You might also find the opposite with a different pair of commercial headphones. Sometimes, cheap construction makes it so the listener’s experience is distorted. Therefore, your mix might sound much messier than it is in actuality.

This can be extremely frustrating as a producer— Regardless of what you do, your mix will always sound unprofessional through sub-par headphones.

Headphones are like the lens we hear music through. So, it’s extremely important that the lens is clear so that your mix will translate properly to other listeners in the future. 

This is another reason why it’s so important for producers to test their sound in a variety of mixing environments. Listening to your mix on a car radio, studio monitors, and of course, studio headphones, is generally regarded as good practice.

Consumer headphones can be great for listening to music after they’ve been fully processed. During the mixing process, it’s a good idea to find headphones that translate a true reflection of the sound itself. 

Moreover, studio headphones have a larger overall frequency range. So, you’ll be able to hear more of your mix that you might not otherwise pick up. This can make it easier for you to bring out the great sounds in your mix that might otherwise be overlooked.

 A wider range of frequencies can also help you analyze reference tracks in a whole new way. If you’re able to notice the leveling in an ideal mix, you’re much more likely to apply the same principles to your own mix. 

Studio headphones are also great for musicians who travel frequently or need to mix while on the go. These headphones are usually built with some form of light sound isolation as well, making it easier for you to hear accurately even if you’re in an unfavorably noisy environment. 

Lastly, studio headphones differ from average headphones in terms of durability. Though you may pay more upfront, studio headphones usually last much longer than headphones created for the average listener. I like to think of them as an investment. 

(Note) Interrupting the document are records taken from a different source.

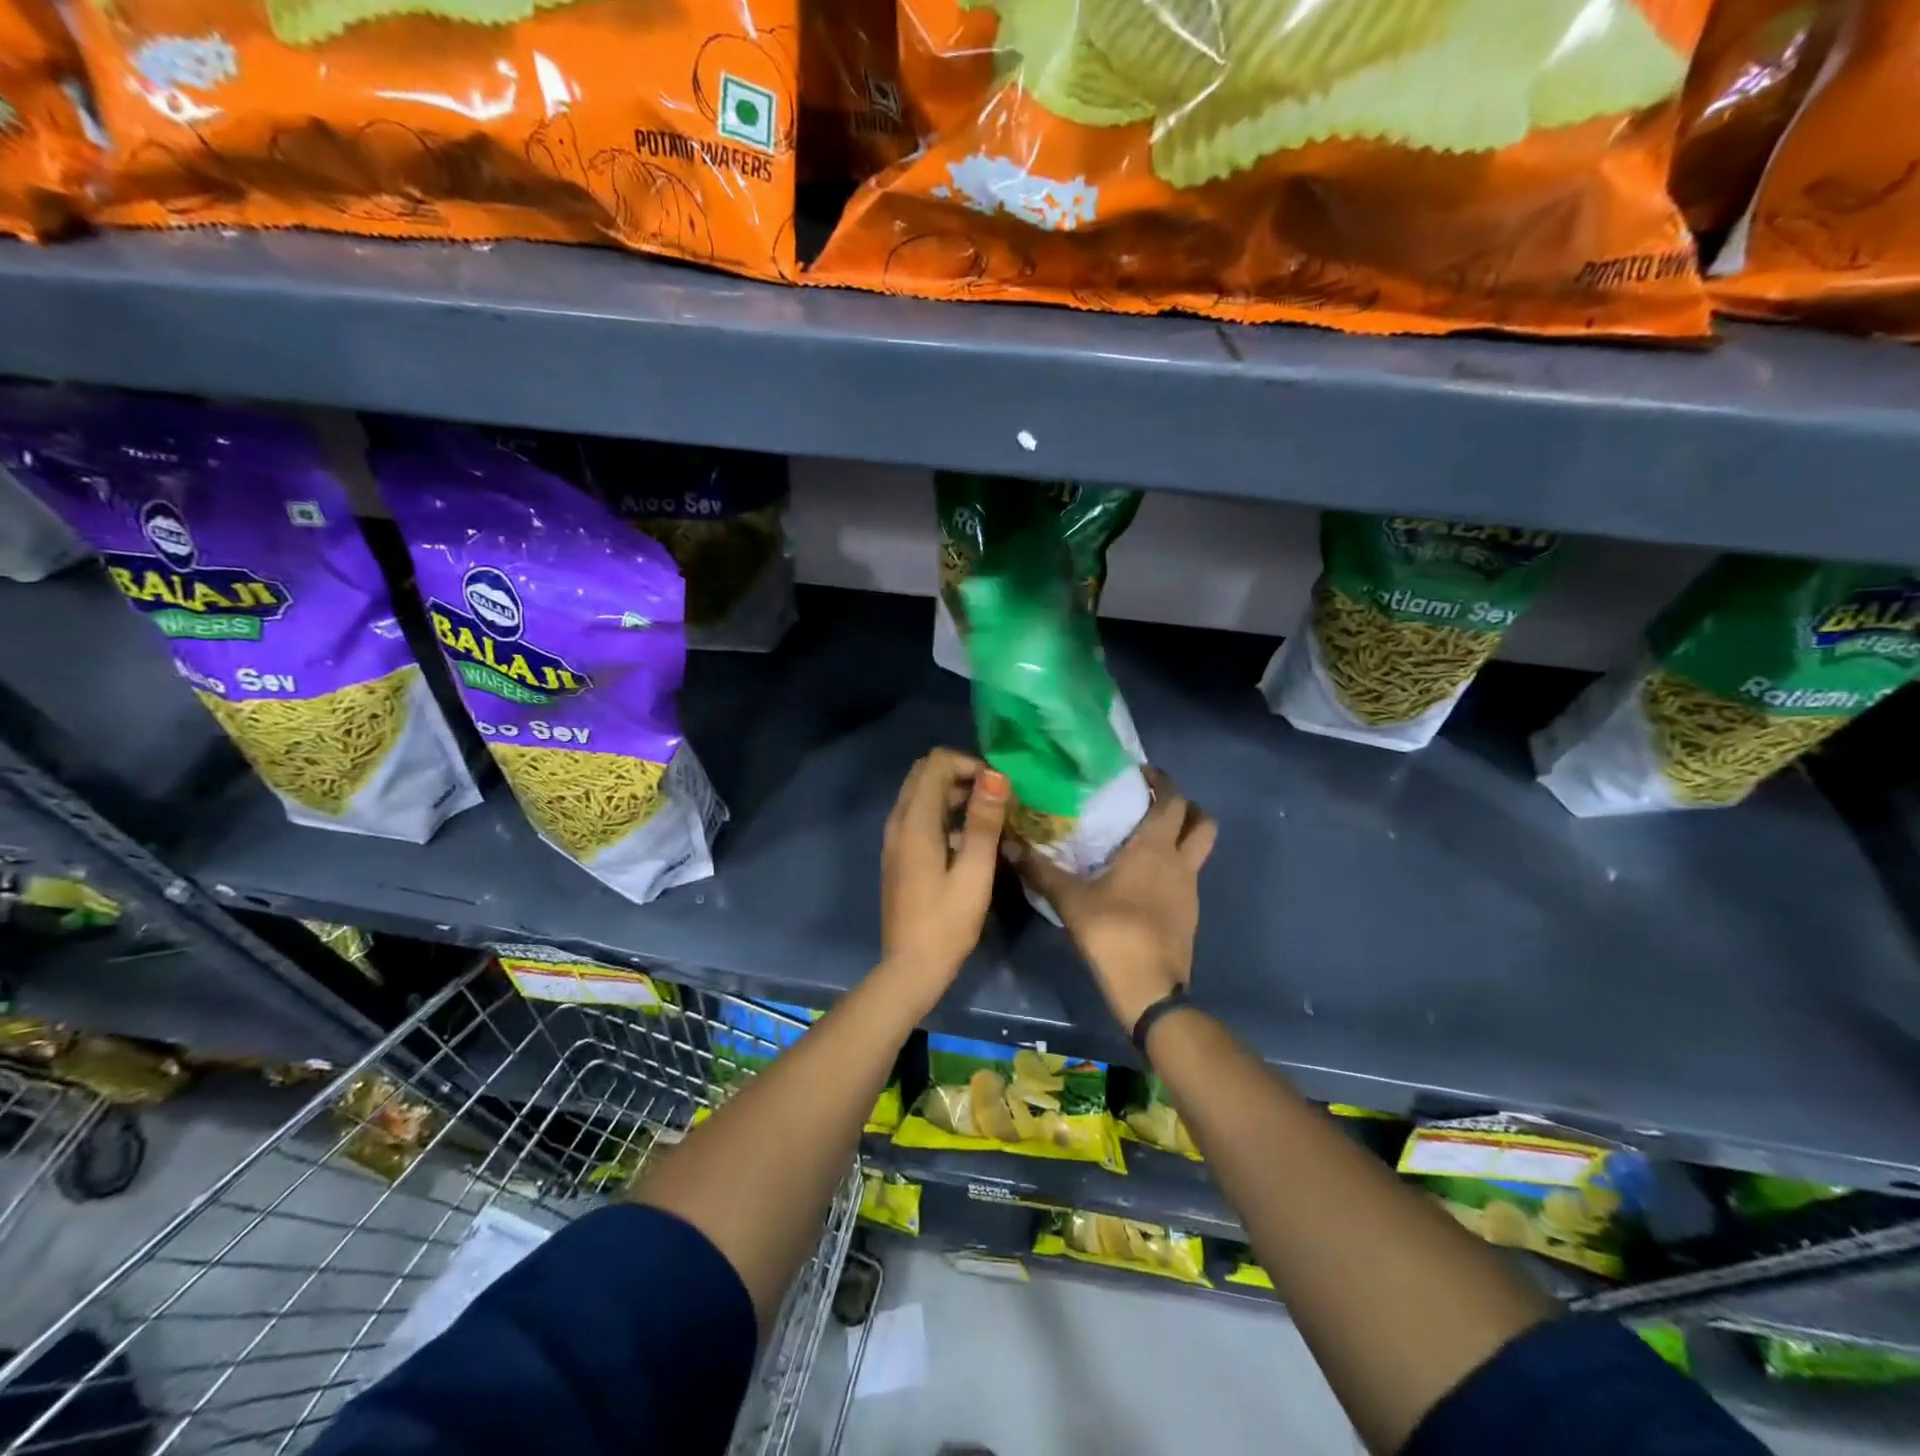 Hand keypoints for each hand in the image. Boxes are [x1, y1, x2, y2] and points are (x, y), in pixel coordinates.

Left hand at [880, 749, 1009, 994]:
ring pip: (922, 795)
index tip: (999, 789)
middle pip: (926, 774)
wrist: (910, 968)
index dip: (969, 764)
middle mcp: (899, 822)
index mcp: (914, 822)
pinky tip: (972, 841)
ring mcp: (896, 839)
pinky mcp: (900, 855)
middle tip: (996, 799)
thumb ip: (983, 822)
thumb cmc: (947, 923)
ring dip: (955, 795)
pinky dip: (945, 815)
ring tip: (992, 818)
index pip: (936, 763)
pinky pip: (921, 817)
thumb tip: (995, 776)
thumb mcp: (974, 872)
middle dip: (962, 774)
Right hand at [1016, 767, 1215, 1029]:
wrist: (1150, 990)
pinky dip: (1173, 867)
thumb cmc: (1113, 933)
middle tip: (1152, 804)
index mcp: (1155, 849)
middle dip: (1185, 806)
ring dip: (1182, 836)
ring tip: (1145, 839)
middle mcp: (1180, 863)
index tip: (1140, 774)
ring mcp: (1190, 890)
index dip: (1162, 781)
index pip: (1173, 800)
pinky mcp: (1189, 914)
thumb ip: (1041, 871)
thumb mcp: (1070, 900)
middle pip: (1203, 822)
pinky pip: (1187, 876)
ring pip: (1199, 850)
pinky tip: (1143, 879)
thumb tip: (1009, 844) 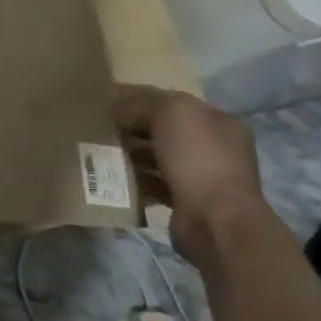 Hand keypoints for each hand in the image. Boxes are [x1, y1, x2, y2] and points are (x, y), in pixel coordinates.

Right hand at [113, 85, 263, 267]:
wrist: (216, 221)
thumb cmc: (198, 158)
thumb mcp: (170, 113)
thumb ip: (143, 103)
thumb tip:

Long story short, studio headphones are the most accurate headphones you’ll find on the market. They’re also more durable and provide more sound depth than other headphones.

While it’s not uncommon for a mix to sound better in high-quality commercial headphones, doing so can short change your mix. For music production, studio headphones are usually the best pick. For leisurely listening, commercial headphones will do just fine. 

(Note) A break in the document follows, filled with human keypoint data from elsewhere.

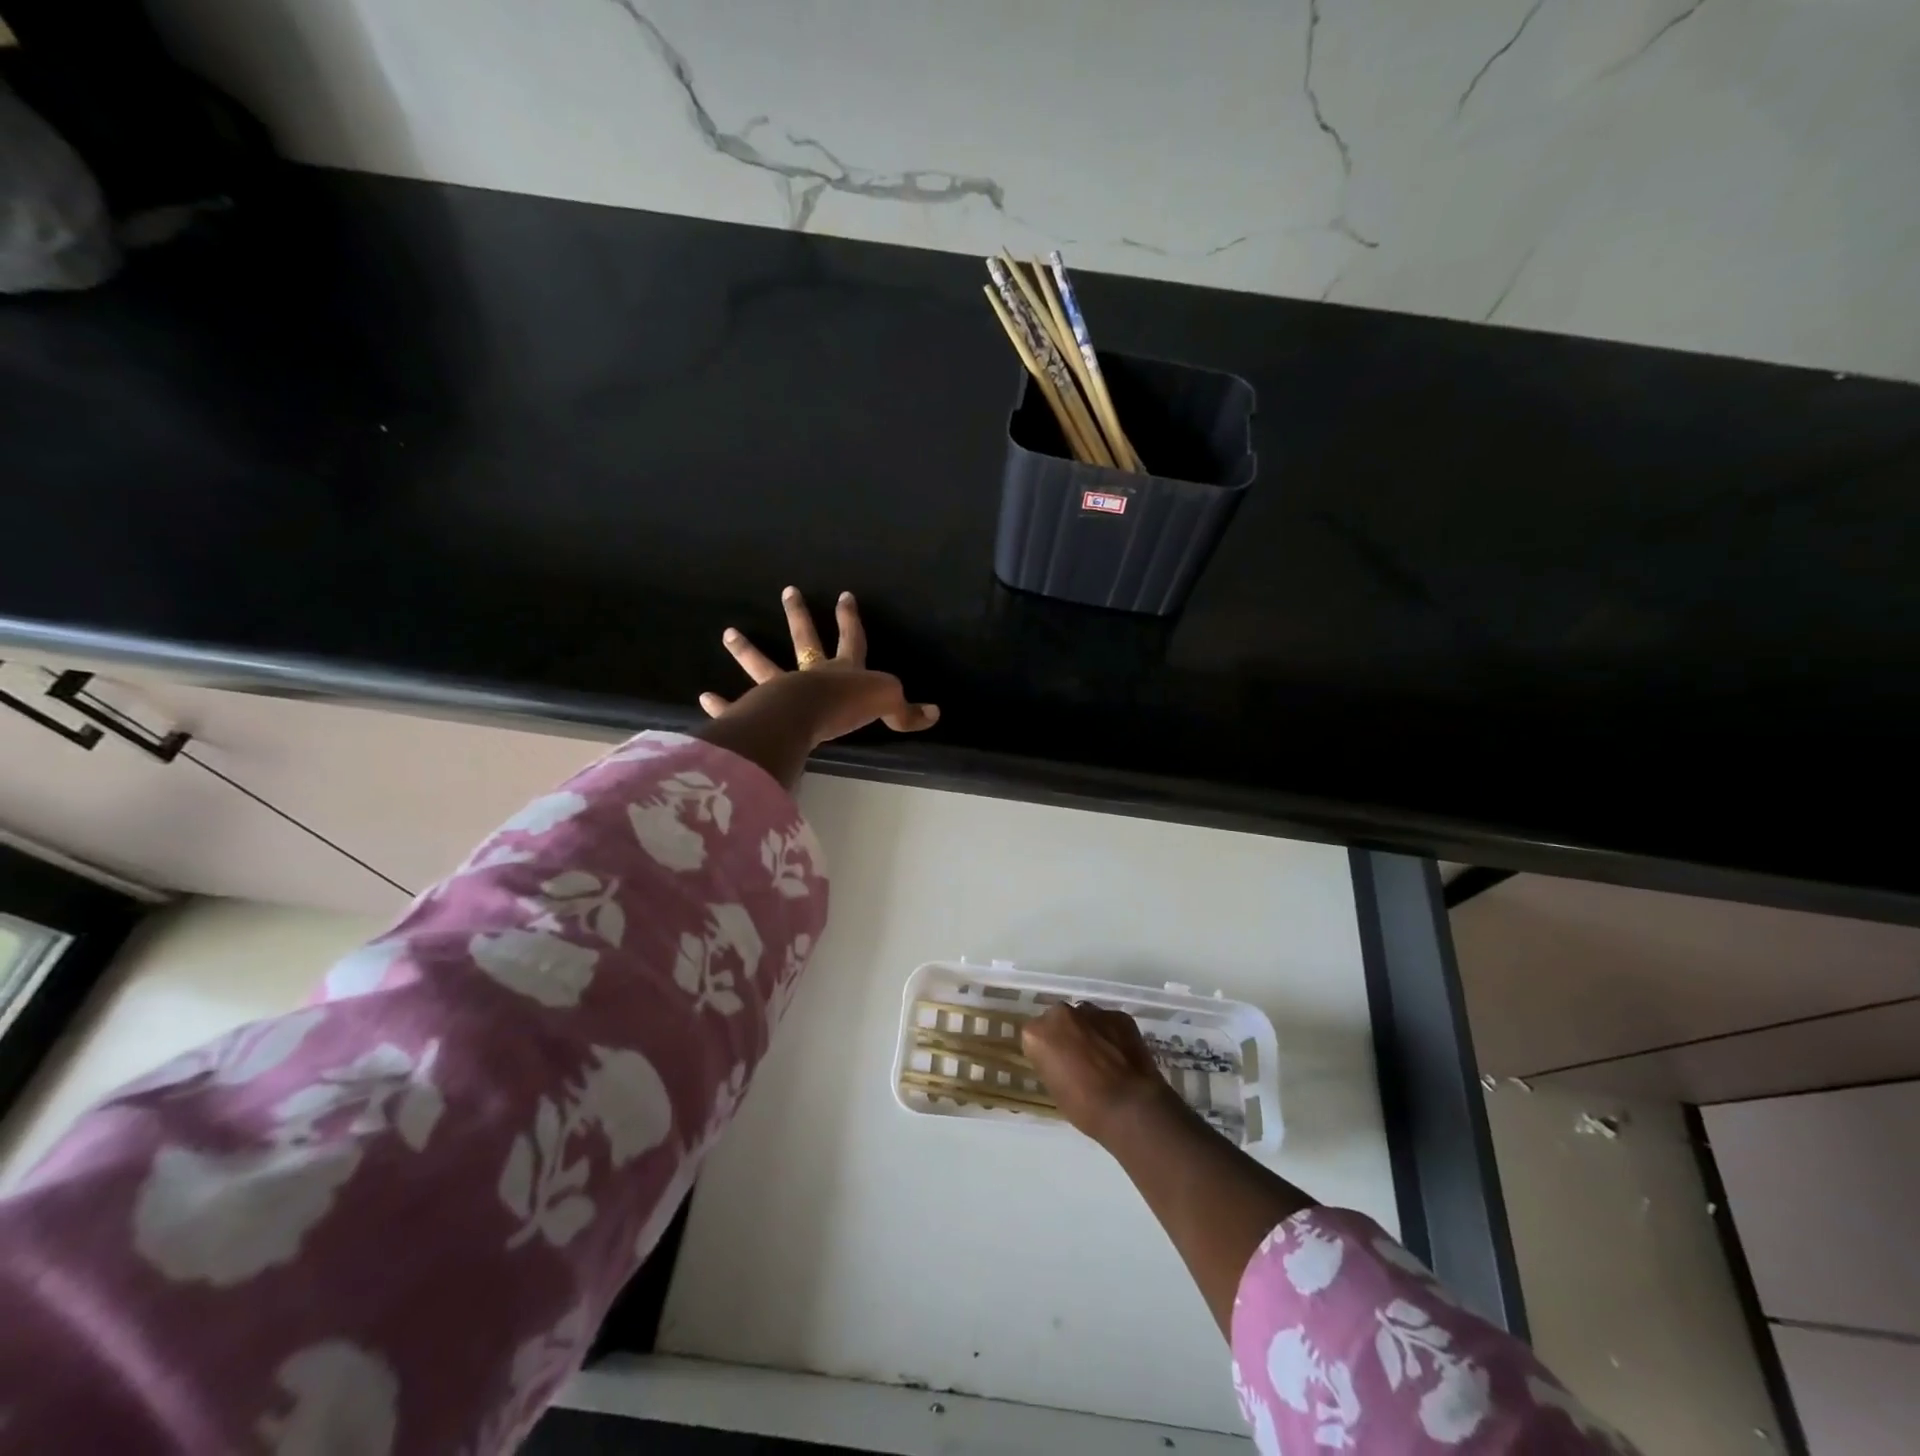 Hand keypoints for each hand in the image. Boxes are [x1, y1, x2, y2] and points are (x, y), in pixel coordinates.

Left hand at [700, 587, 938, 748]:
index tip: (843, 596)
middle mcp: (812, 673)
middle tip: (788, 591)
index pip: (851, 639)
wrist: (808, 715)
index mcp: (844, 670)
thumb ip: (907, 711)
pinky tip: (705, 699)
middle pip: (805, 639)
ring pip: (763, 665)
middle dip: (798, 616)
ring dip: (747, 650)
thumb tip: (934, 713)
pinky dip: (723, 704)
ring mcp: (782, 688)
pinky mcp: (760, 709)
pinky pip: (739, 705)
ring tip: (728, 633)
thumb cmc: (848, 705)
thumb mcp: (888, 705)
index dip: (849, 619)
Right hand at [1021, 1002, 1177, 1144]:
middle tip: (1078, 1059)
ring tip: (1102, 1058)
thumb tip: (1062, 1059)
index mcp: (1037, 1033)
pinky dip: (1112, 1034)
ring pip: (1085, 1018)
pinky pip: (1110, 1022)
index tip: (1056, 1067)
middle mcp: (1060, 1013)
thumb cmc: (1084, 1107)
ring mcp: (1092, 1011)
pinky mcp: (1119, 1016)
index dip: (1046, 1052)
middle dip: (1066, 1034)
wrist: (1129, 1107)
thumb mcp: (1054, 1088)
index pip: (1035, 1036)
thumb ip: (1052, 1062)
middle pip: (1059, 1020)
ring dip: (1089, 1031)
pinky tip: (1121, 1056)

Though all of these headphones are great in their own right, I believe the AKG 240 pair is the best budget DJ headphones.

While the studio headphones do have a somewhat limiting open design, the flattened signal is arguably the most important trait when it comes to finding a great studio headphone pair. 

Many headphones distort the mixing experience by boosting the low frequencies, or simply don’t have as wide of a frequency range for appropriate mixing.

The AKGs won’t set you back by the cost, but will still offer a clear representation of where you need to adjust your mix. 

When it comes to audio gear, you don’t necessarily have to spend a fortune to get a good sound. After all, a pair of studio headphones is only as useful as the producer who uses them.